---- Data provided

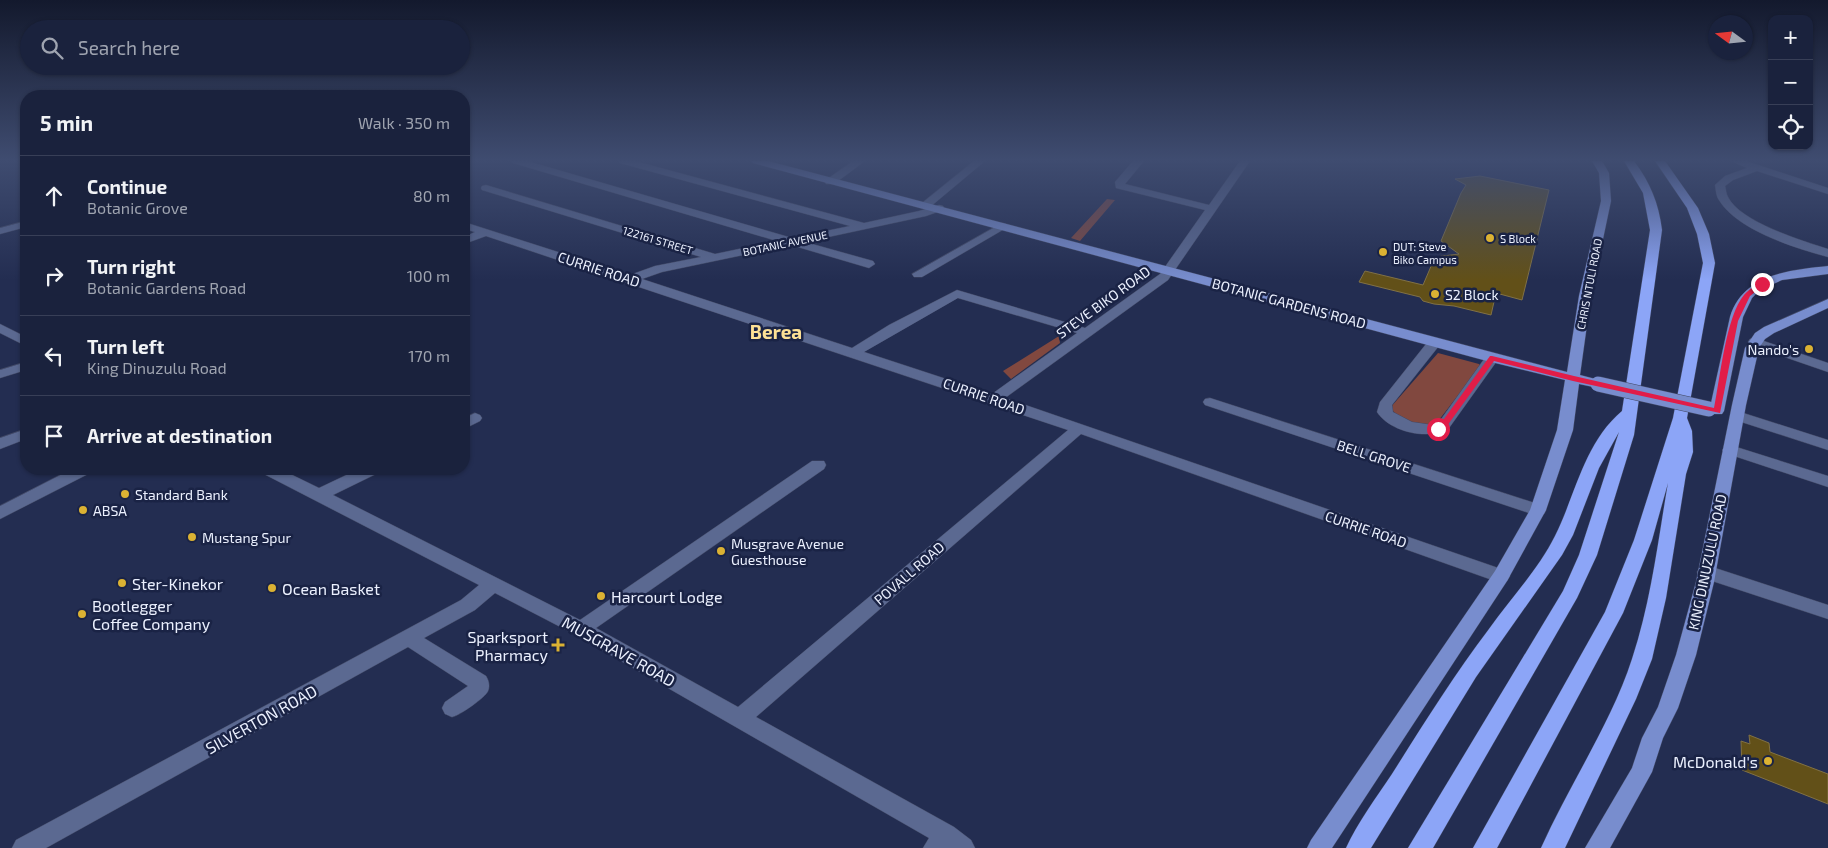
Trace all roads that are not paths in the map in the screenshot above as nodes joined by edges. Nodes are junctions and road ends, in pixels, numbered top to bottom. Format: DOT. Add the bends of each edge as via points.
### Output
graph roads {
  1 [pos="528,201"];
  2 [pos="651,201"];
  3 [pos="770,201"];
  4 [pos="909,201"];
  5 [pos="931,201"];
  6 [pos="1175,201"];
  7 [pos="1218,201"];
  8 [pos="1606,201"];
  9 [pos="1651,201"];
  10 [pos="1689,201"];
  11 [pos="1725,201"];
  12 [pos="926,205"];
  13 [pos="939,208"];
  14 [pos="1212,210"];
  15 [pos="20,226"];
  16 [pos="864,226"];
  17 [pos="1002,226"];
  18 [pos="470,227"];
  19 [pos="0,231"];
  20 [pos="486,232"];
  21 [pos="470,239"];
  22 [pos="792,242"];
  23 [pos="1828,253"];
  24 [pos="715,257"];
  25 [pos="869,264"];
  26 [pos="1169,270"];
  27 [pos="1828,270"];
  28 [pos="918,274"];
  29 [pos="631,280"];
  30 [pos="1828,303"];
  31 [pos="0,328"];
  32 [pos="1086,332"];
  33 [pos="20,339"];
  34 [pos="1435,342"];
  35 [pos="1755,342"];
  36 [pos="854,352"];
  37 [pos="1492,358"];
  38 [pos="20,368"];
  39 [pos="1828,368"];
  40 [pos="0,374"];
  41 [pos="1573,378"];
  42 [pos="994,399"];
  43 [pos="1210,402"];
  44 [pos="1713,410"];
  45 [pos="1631,411"];
  46 [pos="1737,416"];
  47 [pos="1680,418"];
  48 [pos="1078,428"];
  49 [pos="20,436"];
  50 [pos="0,444"];
  51 [pos="1828,445"];
  52 [pos="1730,450"];
  53 [pos="818,465"];
  54 [pos="73,475"];
  55 [pos="280,475"];
  56 [pos="360,475"];
  57 [pos="1828,482"];
  58 [pos="319,495"];
  59 [pos="1538,510"];
  60 [pos="0,513"];
  61 [pos="1706,572"];
  62 [pos="1501,576"];
  63 [pos="493,584"];
  64 [pos="1828,612"];
  65 [pos="581,629"];
  66 [pos="409,638"];
  67 [pos="452,708"];
  68 [pos="740,718"];
  69 [pos="948,844"];
  70 [pos="1601,847"];
  71 [pos="24,848"];
  72 [pos="1319,848"];
  73 [pos="1358,848"];
  74 [pos="1420,848"];
  75 [pos="1485,848"];
  76 [pos="1553,848"];
  1 -- 24 [label="street, 122161 STREET"];
  2 -- 22 [label="street"];
  3 -- 16 [label="street"];
  4 -- 12 [label="main road, BOTANIC GARDENS ROAD"];
  5 -- 12 [label="street"];
  6 -- 14 [label="street"];
  7 -- 14 [label="street, STEVE BIKO ROAD"];
  8 -- 41 [label="main road, CHRIS NTULI ROAD" via="1585,296"];
  9 -- 45 [label="highway" via="1656,230"];
  10 -- 47 [label="highway" via="1707,243 1709,263"];
  11 -- 23 [label="street" via="1731,210 1748,221"];
  12 -- 13 [label="main road, BOTANIC GARDENS ROAD"];
  13 -- 16 [label="street, BOTANIC AVENUE"];
  13 -- 17 [label="main road, BOTANIC GARDENS ROAD"];
  14 -- 26 [label="street, STEVE BIKO ROAD"];
  15 -- 19 [label="street"];
  16 -- 22 [label="street, BOTANIC AVENUE"];
  17 -- 26 [label="main road, BOTANIC GARDENS ROAD"];
  17 -- 28 [label="street"];
  18 -- 20 [label="street, CURRIE ROAD"];
  20 -- 21 [label="street"];
  20 -- 29 [label="street, CURRIE ROAD"];
  22 -- 24 [label="street, BOTANIC AVENUE"];
  22 -- 25 [label="street"];
  24 -- 29 [label="street, BOTANIC AVENUE" via="659,269"];
  26 -- 32 [label="street, STEVE BIKO ROAD" via="1164,277"];
  26 -- 34 [label="main road, BOTANIC GARDENS ROAD"];
  27 -- 44 [label="main road" via="1775,279 1754,288 1747,295 1735,321"];
  29 -- 36 [label="street, CURRIE ROAD"];
  30 -- 35 [label="main road" via="1769,330"];
  31 -- 33 [label="street"];
  32 -- 36 [label="street" via="959,294"];
  32 -- 42 [label="street, STEVE BIKO ROAD"];
  34 -- 37 [label="main road, BOTANIC GARDENS ROAD"];
  34 -- 37 [label="street" via="1385,405 1384,412 1388,417 1425,430 1438,429"];
  35 -- 39 [label="street"];
  35 -- 46 [label="main road, KING DINUZULU ROAD"];
  36 -- 42 [label="street, CURRIE ROAD"];
  37 -- 41 [label="main road, BOTANIC GARDENS ROAD"];
  38 -- 40 [label="street"];
  41 -- 44 [label="main road, BOTANIC GARDENS ROAD, bridge"];
  41 -- 59 [label="main road" via="1565,430"];
  42 -- 48 [label="street, CURRIE ROAD"];
  43 -- 59 [label="street, BELL GROVE"];
  44 -- 46 [label="main road, BOTANIC GARDENS ROAD"];
  45 -- 73 [label="highway" via="1607,434 1563,536 1542,574 1488,645"];
  45 -- 74 [label="highway" via="1594,538 1571,592"];
  46 -- 51 [label="street"];
  46 -- 52 [label="main road, KING DINUZULU ROAD"];
  47 -- 75 [label="highway" via="1643,540 1617,605"];
  47 -- 76 [label="highway" via="1685,452 1642,659 1626,700"];
  48 -- 62 [label="street, CURRIE ROAD"];
  48 -- 68 [label="street, POVALL ROAD"];
  49 -- 50 [label="street"];
  52 -- 57 [label="street"];
  52 -- 61 [label="main road, KING DINUZULU ROAD"];
  53 -- 65 [label="street"];
  54 -- 60 [label="street"];
  55 -- 58 [label="street, MUSGRAVE ROAD"];
  56 -- 58 [label="street"];
  58 -- 63 [label="street, MUSGRAVE ROAD"];
  59 -- 62 [label="main road"];
  61 -- 64 [label="street"];
  61 -- 70 [label="main road, KING DINUZULU ROAD" via="1686,655 1668,708 1641,772"];
  62 -- 72 [label="main road"];
  63 -- 65 [label="street, MUSGRAVE ROAD"];
  63 -- 66 [label="street, SILVERTON ROAD" via="468,606"];
  65 -- 68 [label="street, MUSGRAVE ROAD"];
  66 -- 67 [label="street" via="479,682 479,689"];
  66 -- 71 [label="street, SILVERTON ROAD"];
  68 -- 69 [label="street, MUSGRAVE ROAD"];
}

--------

Activity:
Using the entries above, return each line that includes the word "DINUZULU".

Written reply:
  35 -- 46 [label="main road, KING DINUZULU ROAD"];
  46 -- 52 [label="main road, KING DINUZULU ROAD"];
  52 -- 61 [label="main road, KING DINUZULU ROAD"];
  61 -- 70 [label="main road, KING DINUZULU ROAD" via="1686,655 1668,708 1641,772"];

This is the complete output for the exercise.